### Work instructions
Every line of the listing below is to be duplicated exactly, with the pictures left out.

---------- Data records

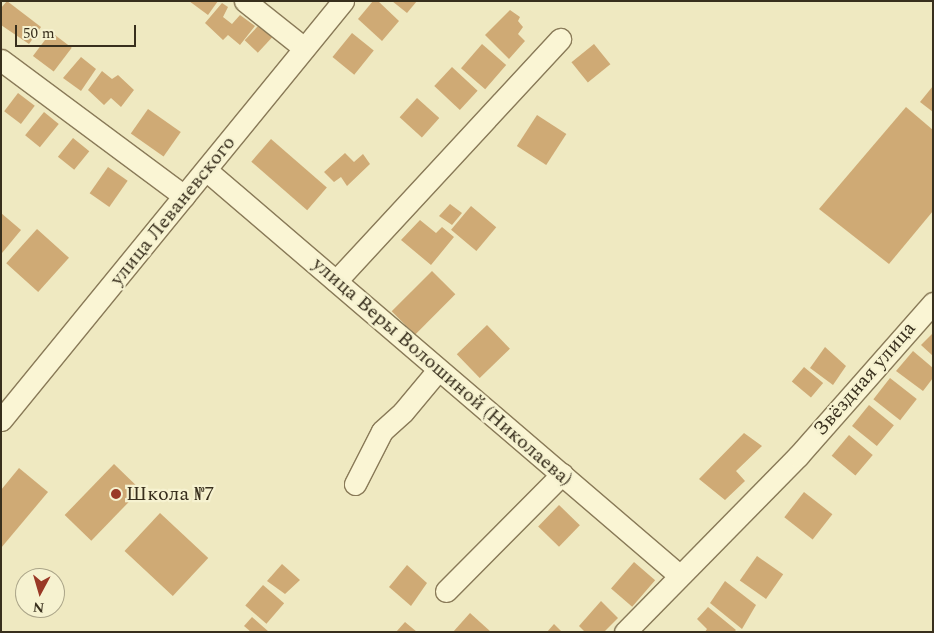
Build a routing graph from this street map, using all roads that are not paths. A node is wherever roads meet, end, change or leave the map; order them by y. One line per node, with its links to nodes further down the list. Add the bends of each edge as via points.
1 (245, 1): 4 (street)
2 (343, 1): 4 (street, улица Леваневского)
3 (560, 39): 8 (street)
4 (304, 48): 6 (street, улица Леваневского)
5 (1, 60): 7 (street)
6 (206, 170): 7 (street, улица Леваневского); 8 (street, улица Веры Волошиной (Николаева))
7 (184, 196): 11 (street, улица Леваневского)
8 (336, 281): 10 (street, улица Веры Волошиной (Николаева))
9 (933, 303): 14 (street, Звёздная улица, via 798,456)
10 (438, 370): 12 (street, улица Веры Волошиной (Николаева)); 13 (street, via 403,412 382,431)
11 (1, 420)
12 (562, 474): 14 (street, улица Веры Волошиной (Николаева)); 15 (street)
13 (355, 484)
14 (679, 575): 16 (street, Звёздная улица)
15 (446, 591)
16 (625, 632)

--------------------

### Output of the exercise
Build a routing graph from this street map, using all roads that are not paths. A node is wherever roads meet, end, change or leave the map; order them by y. One line per node, with its links to nodes further down the list. Add the bends of each edge as via points.
1 (245, 1): 4 (street)
2 (343, 1): 4 (street, улица Леваневского)
3 (560, 39): 8 (street)
4 (304, 48): 6 (street, улица Леваневского)
5 (1, 60): 7 (street)
6 (206, 170): 7 (street, улица Леваневского); 8 (street, улица Веры Волошиной (Николаева))
7 (184, 196): 11 (street, улица Леваневского)
8 (336, 281): 10 (street, улица Веры Волошиной (Николаева))
9 (933, 303): 14 (street, Звёздная улица, via 798,456)
10 (438, 370): 12 (street, улица Веры Волошиной (Николаева)); 13 (street, via 403,412 382,431)
11 (1, 420)
12 (562, 474): 14 (street, улица Веры Волошиной (Николаева)); 15 (street)
13 (355, 484)
14 (679, 575): 16 (street, Звёздная улица)
15 (446, 591)
16 (625, 632)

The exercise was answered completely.